▶ _Task to carry out_:
Pictures excluded, copy all of the data below exactly.

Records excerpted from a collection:
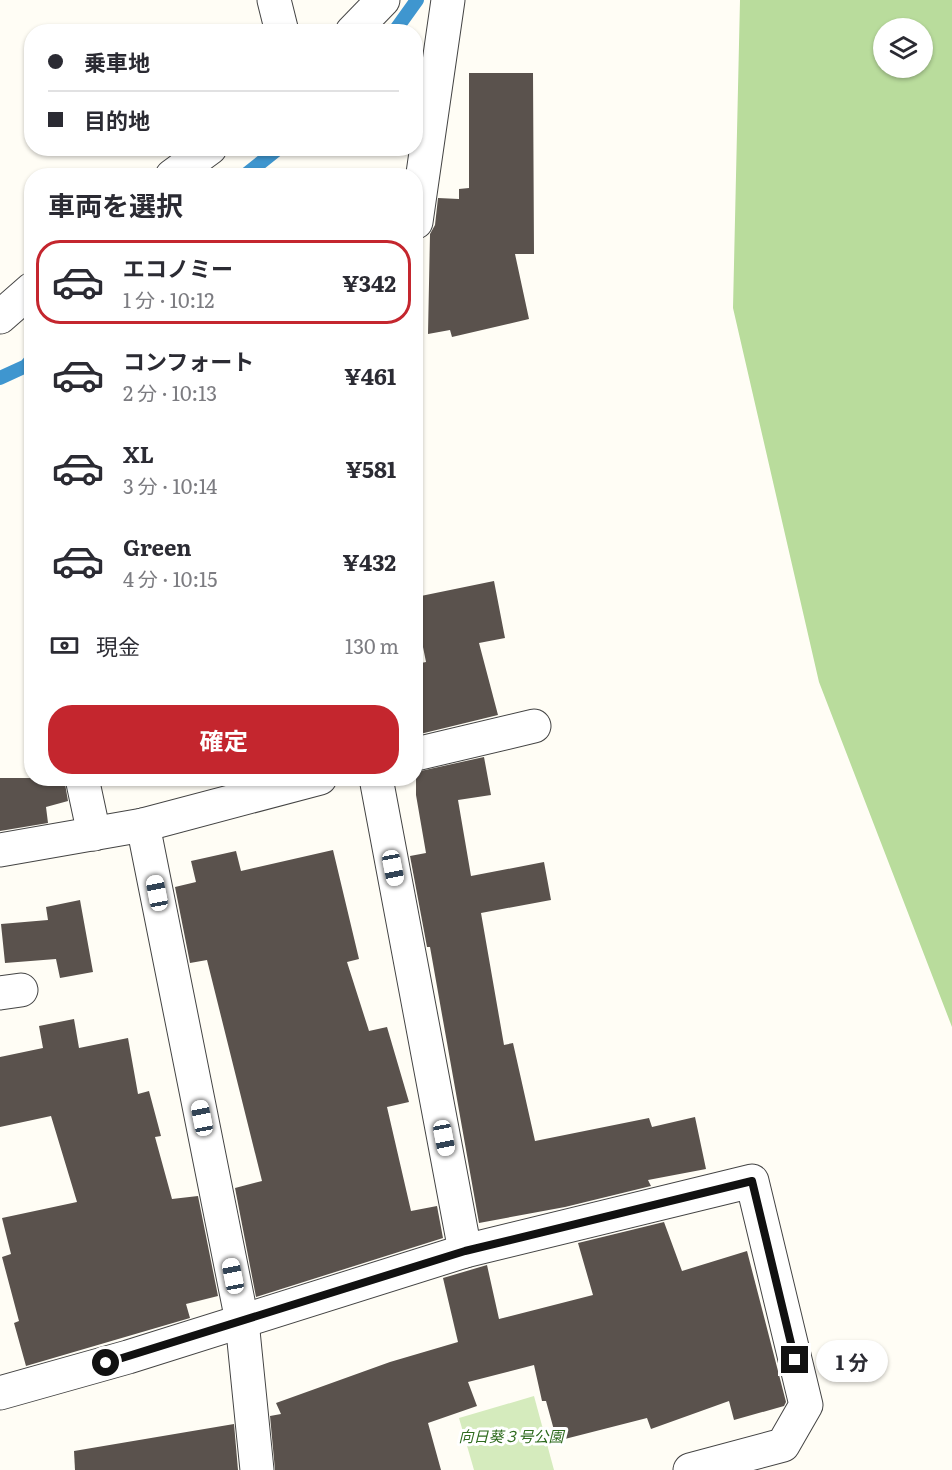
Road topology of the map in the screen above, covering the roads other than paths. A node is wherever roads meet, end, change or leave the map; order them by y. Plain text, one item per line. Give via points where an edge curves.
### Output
1 (273, 0) edge
2 (382, 0) edge
3 (448, 0) edge
4 (280, 24) edge
5 (360, 24) edge
6 (199, 156) edge
7 (183, 168) edge
8 (423, 173) edge
9 (534, 726) dead end
10 (423, 752) edge
11 (84, 786) edge
12 (290, 786) edge
13 (378, 786) edge
14 (143, 825) junction
15 (94, 834) junction
16 (0, 850) edge
17 (465, 1251) junction
18 (242, 1321) junction
19 (0, 1393) edge
20 (257, 1470) edge
21 (690, 1470) edge

1 - 4 street
2 - 5 street
3 - 8 street
6 - 7 street
9 - 10 street
11 - 15 street
12 - 14 street
13 - 17 street
14 - 15 street
14 - 18 street
15 - 16 street
17 - 18 street
17 - 21 street via 752,1181 806,1405 783,1445
18 - 19 street
18 - 20 street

▶ _Result of the task_:
Road topology of the map in the screen above, covering the roads other than paths. A node is wherever roads meet, end, change or leave the map; order them by y. Plain text, one item per line. Give via points where an edge curves.
### Output
1 (273, 0) edge
2 (382, 0) edge
3 (448, 0) edge
4 (280, 24) edge
5 (360, 24) edge
6 (199, 156) edge
7 (183, 168) edge
8 (423, 173) edge
9 (534, 726) dead end
10 (423, 752) edge
11 (84, 786) edge
12 (290, 786) edge
13 (378, 786) edge
14 (143, 825) junction
15 (94, 834) junction
16 (0, 850) edge
17 (465, 1251) junction
18 (242, 1321) junction
19 (0, 1393) edge
20 (257, 1470) edge
21 (690, 1470) edge

1 - 4 street
2 - 5 street
3 - 8 street
6 - 7 street
9 - 10 street
11 - 15 street
12 - 14 street
13 - 17 street
14 - 15 street
14 - 18 street
15 - 16 street
17 - 18 street
17 - 21 street via 752,1181 806,1405 783,1445
18 - 19 street
18 - 20 street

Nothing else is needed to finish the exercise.